This Is Not the Time to Despair or Rage
From All-Creatures.org Animal Rights/Vegan Activist Strategies Articles Archive

FROM Zoe Weil, Psychology Today/Animal Emotions
February 2020


We must learn to face the present and future as solutionaries.

[Zoe Weil, M.A., M.T.S., is the co-founder and president of the Institute for Human Education]

This morning on Facebook, many friends were sharing their despair and outrage over what had transpired during the previous 48 hours in the U.S. government.

I could relate.

I’d been up much of the night and had spent the previous day in a mopey, largely unproductive funk. I’d felt stunned by what had just transpired in American politics (even as I knew that it was time to stop feeling stunned each time politicians did and said things I found incomprehensible and infuriating). My despair and outrage threatened to eclipse all else.

This is not a political post, though. It is a post about how to think and feel differently, and what to do to resist despair, rage, and feelings of powerlessness.

You must become a solutionary.

Solutionary: a person who is able to identify inhumane and unsustainable systems and then develop solutions that are healthy and just, for people, animals and the environment. [Source: Institute for Human Education]
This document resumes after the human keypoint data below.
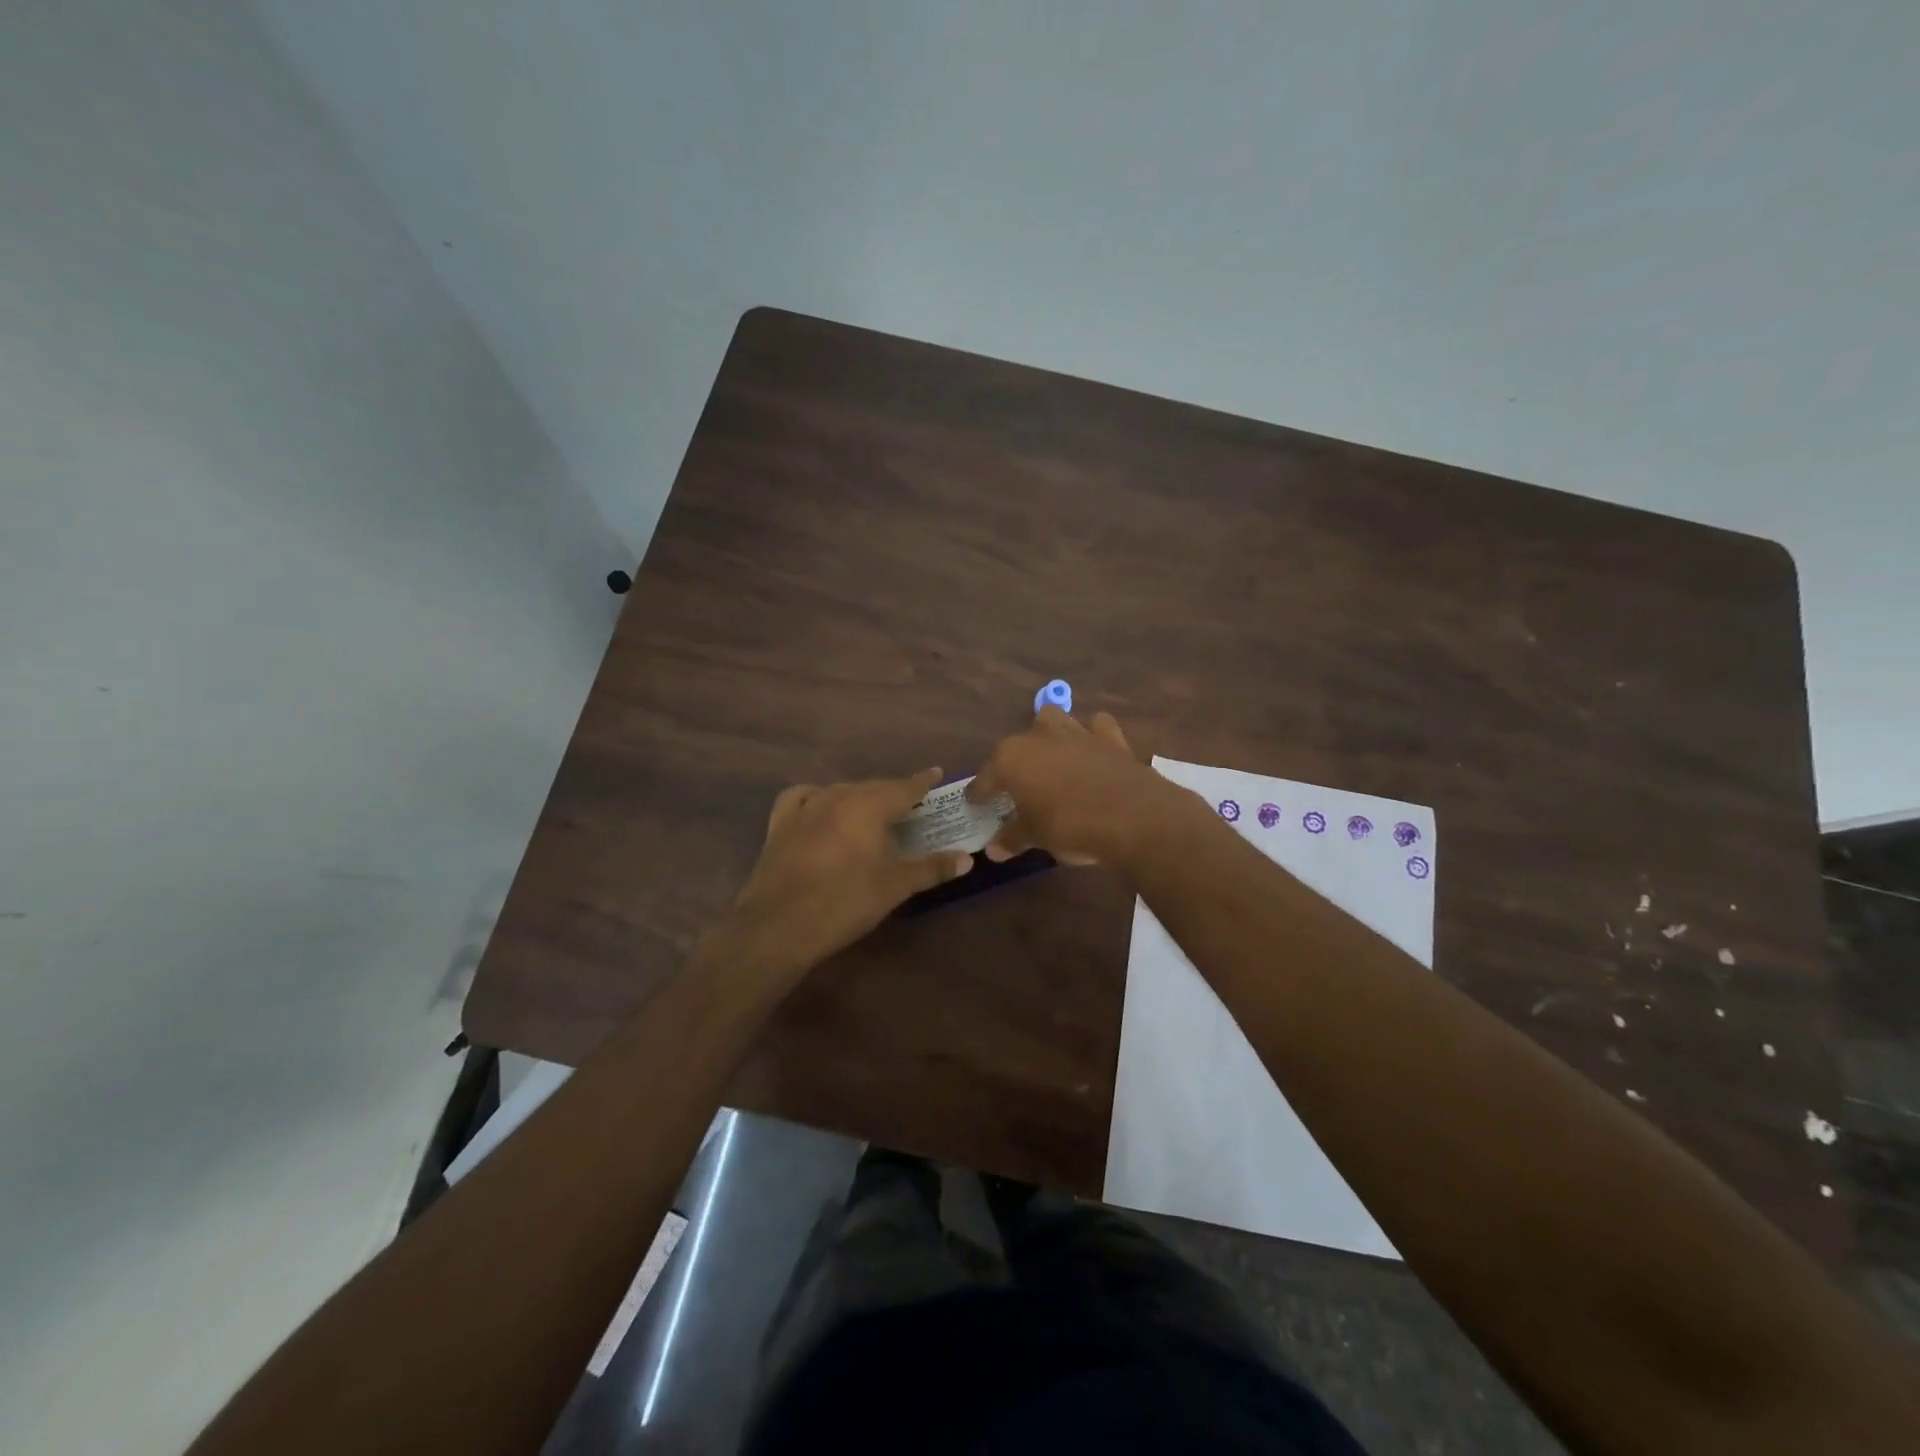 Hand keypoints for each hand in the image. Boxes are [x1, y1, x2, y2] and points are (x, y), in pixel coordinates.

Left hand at [722, 768, 972, 986]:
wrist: (780, 925)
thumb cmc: (846, 901)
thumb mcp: (895, 886)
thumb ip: (932, 868)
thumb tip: (968, 859)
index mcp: (869, 805)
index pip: (904, 787)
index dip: (922, 781)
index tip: (936, 774)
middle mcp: (837, 796)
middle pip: (873, 787)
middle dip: (894, 791)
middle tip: (911, 802)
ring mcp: (805, 808)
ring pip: (840, 791)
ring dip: (860, 795)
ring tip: (872, 808)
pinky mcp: (779, 824)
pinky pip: (801, 797)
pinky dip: (816, 796)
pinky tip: (820, 806)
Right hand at [969, 708, 1198, 867]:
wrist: (1132, 817)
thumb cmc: (1070, 826)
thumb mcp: (1035, 837)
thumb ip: (1012, 838)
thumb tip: (993, 849)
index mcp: (1011, 758)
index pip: (986, 777)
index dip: (980, 793)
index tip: (977, 804)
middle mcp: (1038, 736)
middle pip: (1017, 743)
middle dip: (1016, 761)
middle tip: (1020, 788)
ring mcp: (1076, 732)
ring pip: (1054, 720)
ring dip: (1050, 737)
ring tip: (1053, 761)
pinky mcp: (1110, 737)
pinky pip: (1096, 727)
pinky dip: (1092, 736)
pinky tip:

What if, in the face of your despair and outrage, you consciously and deliberately chose to bring a solutionary lens to what terrified and enraged you, whether in politics or any other sphere?

What if, when you felt most helpless, you mapped out the systems that cause so much dysfunction and suffering, identified real leverage points for change, and actively pursued a viable solution to a problem?

What if you reached out to those people whom you perceive to be ideological “enemies” and asked them, in good faith, to work together to devise a solution to a problem that concerned you both?

What if you succeeded in solving that problem?

Imagine how your thoughts about your perceived “enemy” might shift. Imagine how empowered you would feel to take on the next problem and the one after that.

What if bringing a solutionary lens to every issue and problem became your norm?

It’s hard to overstate how powerful a solutionary mindset can be for creating actual change, solving persistent problems, and restoring and maintaining psychological well-being.

Like any new activity, cultivating a solutionary mindset takes practice. If you want to build your muscles, you work out. If you want to learn a new subject, you study. And if you want to be a solutionary, you diligently follow a solutionary process until thinking and acting like a solutionary become second nature.

I’m not going to pretend that this is easy. It’s not. I’ve articulated and written about this solutionary process; given TEDx talks about it; taught others how to be solutionaries; and incorporated solutionary courses into the graduate programs offered by the organization I work for.

If anyone should have a solutionary mindset, it should be me. And yet, I started this post by describing just how awful I felt yesterday, and how unproductive I was as a result. Solutionaries are not immune to despair and outrage, but as we get better at thinking and acting like solutionaries, these feelings diminish both in their duration and frequency.

By mid-morning, I was hard at work connecting with educators teaching their students to be solutionaries. I was deeply enlivened by their enthusiasm and effort. It turned out to be a very energizing and productive day.

Joan Baez once said, “Action is the antidote to despair.”

This quote has come to my rescue many times. But these days, I would offer a less poetic but perhaps even more hopeful quote: Solutionary action is the antidote to just about everything.